HOW: Stand tall with legs pressed together and arms reaching overhead. Grab your right wrist and pull your right arm straight over your ear bending to the left. Gaze up and slightly roll your right shoulder back. Squeeze your glutes, quads and abdominals tightly while you hold for 15 seconds. Switch sides. Repeat 2-3 times per side.
WHY: Each different type of exercise presents its own unique type of muscle tightness. Runners have tight quads and hamstrings while walkers tend to have tight calves due to the motion of the foot. Tight calves are not only a problem for the calf, but also for the feet. When the muscles in your calf are tight they pull on the heel bone, which creates a tighter plantar fascia and sets you up for a nasty bout of plantar fasciitis. It’s important to stretch your calves both before AND after your walk!

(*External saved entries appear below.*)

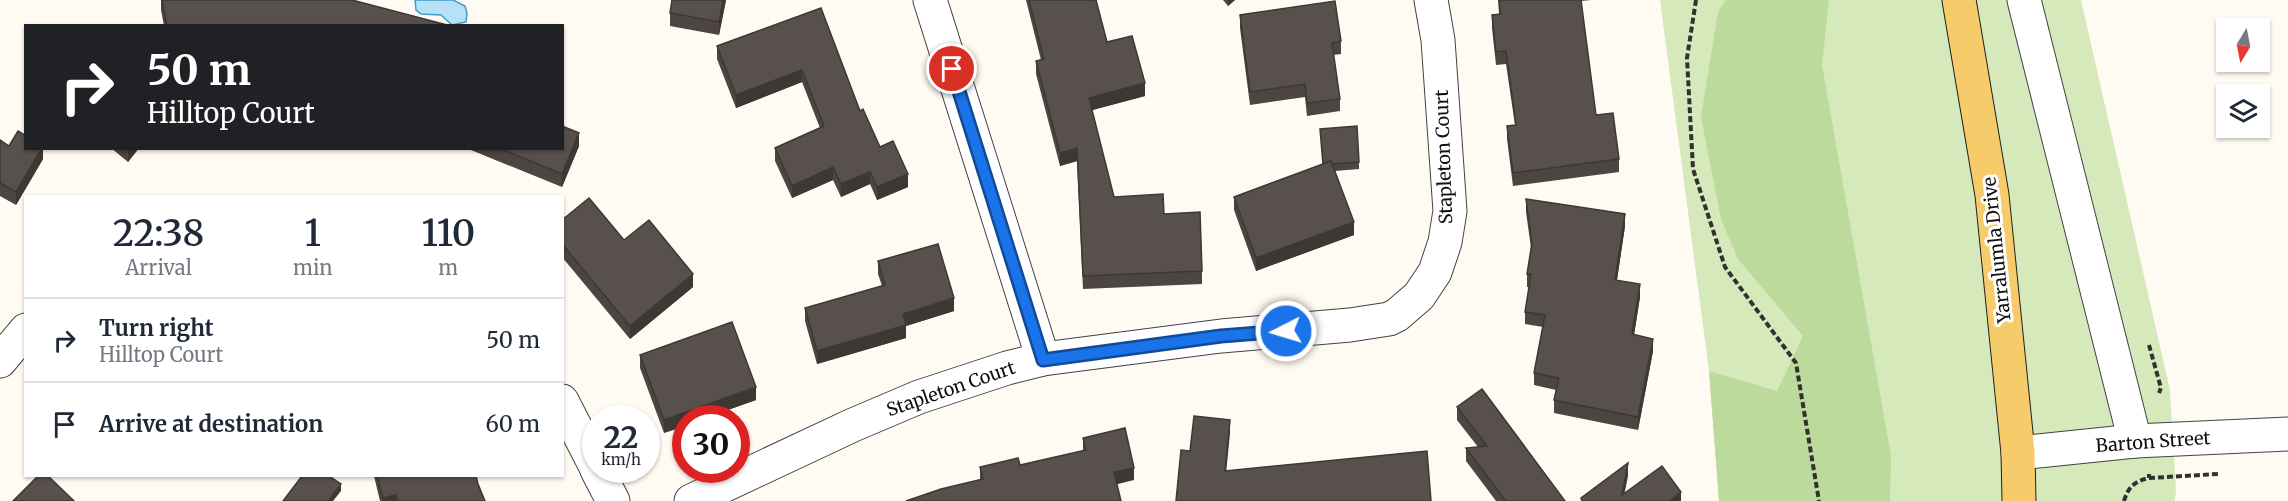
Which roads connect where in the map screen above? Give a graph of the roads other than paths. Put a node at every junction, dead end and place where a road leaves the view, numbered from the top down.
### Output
1 (930, 0) edge
2 (1431, 0) edge
3 (1959, 0) edge
4 (2024, 0) edge
5 (24, 332) edge
6 (1043, 360) junction
7 (0, 361) edge
8 (564, 405) edge
9 (2288, 434) edge
10 (582, 440) edge
11 (2135, 441) junction
12 (2018, 453) junction
13 (603, 483) edge
14 (612, 501) edge
15 (691, 501) edge
16 (2019, 501) edge

1 - 6 street
2 - 6 street, Stapleton Court
3 - 12 main road, Yarralumla Drive
4 - 11 street
5 - 7 street
6 - 15 street, Stapleton Court
8 - 10 street
9 - 11 street, Barton Street
11 - 12 street, Barton Street
12 - 16 main road, Yarralumla Drive
13 - 14 street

HOW: Stand on the edge of a box or curb. Extend one heel off the step and slightly bend that knee. Allow the heel to drop below the step. Hold for 30 seconds, then switch to the other calf. Repeat 3 times.
AFTER THE WALK STRETCHES
WHY: As stated before, the calf and foot are an integral part of walking and usually the first to feel the effects. In addition, shin splints can crop of before you blink. This stretch takes care of it all!
HOW: Stand at a door jam or in front of a solid sign post. Make sure your heel is on a solid surface (not soft grass or mud). Place your heel on the ground right next to the jamb or post and the bottom or sole of your foot against the post. Holding the sign or door frame with your hands, straighten your leg and lean forward pressing the foot in as deep as you can. You should feel the stretch on the bottom of your foot, in your heel and achilles, calf and possibly shins. Hold the stretch 30 seconds each foot.
Seated Spinal Twist
WHY: Depending on your gait and stride, walking can wreak havoc on your piriformis, the muscle that sits deep into the hips just behind your hip bones. Thus, it’s an important one to stretch. Seated spinal twists allow you to go as deep as you want. If you are extremely tight, you’ll pull the leg and twist gently and minimally. If you need a deeper stretch, you’ll give it a nice big squeeze.
HOW: Sit on the floor with legs extended out in front of you. Cross your right foot over your left leg as near to the hip as you can. Wrap your left arm around your right knee and pull it toward your body. Slightly twist to the right. Hold for 30 seconds and switch sides.
WHY: Hip flexors are another very common area to become tight and prone to injury with a lot of walking. About 80% of the force that is generated from walking comes from the hip flexors, so these muscle groups really get a workout during a long walk. The yoga pose crescent lunge is an excellent, if not one of the best, ways to open up your hip flexors and stretch the front of the hips.
HOW: From a standing position, step the ball of your left foot back. Bend your front knee 90 degrees and reach both arms overhead. Relax your shoulders and continue to tuck your tailbone under your body and lengthen your back leg for a deeper stretch. You can place your back knee on the ground to modify if needed.
Bridge with Chest Expansion
WHY: Earlier we talked about keeping the chest muscles open for good posture. This will reinforce that notion as well as open the front of the hips and hip flexors while strengthening your backside muscles.
HOW: Lay on your back with knees bent and feet flat on the floor close to glutes. Tuck your shoulders under you, tighten your abs and lift your hips up as high as you can. Align knees with hip bones. Interlace hands under the body and press them into the floor. Squeeze your glutes and abs but keep your neck relaxed.